Rodrigo Fernández Cedrés (born 3 January 1996) is a Uruguayan footballer who plays as midfielder for Brazilian club Santos.

Club career

Danubio
Born in Montevideo, Fernández was a Danubio youth graduate, having joined their youth setup in 2009. He made his first team – and Primera División – debut on 3 September 2016, starting in a 1–2 away loss against Rampla Juniors. The following 9 August, after already establishing himself as a starter, he renewed his contract with the club.

Guaraní
On 17 December 2018, Fernández moved abroad and signed for Paraguayan Primera División side Guaraní, on loan for one year. An immediate first-choice, he scored his first professional goal on 4 October 2019, netting the equalizer in a 1–1 home draw against Libertad.

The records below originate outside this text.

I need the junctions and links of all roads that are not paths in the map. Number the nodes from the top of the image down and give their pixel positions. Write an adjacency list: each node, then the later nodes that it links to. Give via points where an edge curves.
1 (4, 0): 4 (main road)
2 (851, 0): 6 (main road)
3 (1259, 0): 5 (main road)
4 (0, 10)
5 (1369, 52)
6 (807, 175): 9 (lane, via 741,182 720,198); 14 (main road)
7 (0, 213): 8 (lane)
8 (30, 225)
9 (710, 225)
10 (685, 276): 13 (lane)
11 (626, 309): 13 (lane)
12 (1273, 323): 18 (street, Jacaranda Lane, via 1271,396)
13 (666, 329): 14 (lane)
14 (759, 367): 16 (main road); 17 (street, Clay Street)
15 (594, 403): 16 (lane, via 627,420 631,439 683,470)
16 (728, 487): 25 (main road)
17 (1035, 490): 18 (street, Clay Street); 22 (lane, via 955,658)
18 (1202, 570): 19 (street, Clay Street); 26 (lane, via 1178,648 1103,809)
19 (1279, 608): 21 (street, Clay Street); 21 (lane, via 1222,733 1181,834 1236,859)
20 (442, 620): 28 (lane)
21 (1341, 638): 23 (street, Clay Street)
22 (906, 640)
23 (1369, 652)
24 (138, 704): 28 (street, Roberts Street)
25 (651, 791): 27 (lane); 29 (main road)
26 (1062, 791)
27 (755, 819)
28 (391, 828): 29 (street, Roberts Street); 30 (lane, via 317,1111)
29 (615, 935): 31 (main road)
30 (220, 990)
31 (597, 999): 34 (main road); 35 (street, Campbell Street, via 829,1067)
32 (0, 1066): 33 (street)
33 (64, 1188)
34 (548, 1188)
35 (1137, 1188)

In November 2019, Fernández stated his interest on remaining at the club for the following season, and Guaraní announced the permanent contract of Fernández until 2022 in December, after buying 50% of his economic rights.

Santos

On 29 March 2022, Fernández agreed to a loan deal with Campeonato Brasileiro Série A side Santos until the end of the year, with a buyout clause. He made his debut on 5 April, starting in a 0–1 Copa Sudamericana away loss against Banfield.

Fernández scored his first goal for Peixe on 12 May 2022, netting his team's third in a 3–0 Copa do Brasil home win over Coritiba. He was a regular starter for the club until the end of the year, and featured in 38 matches overall during the season.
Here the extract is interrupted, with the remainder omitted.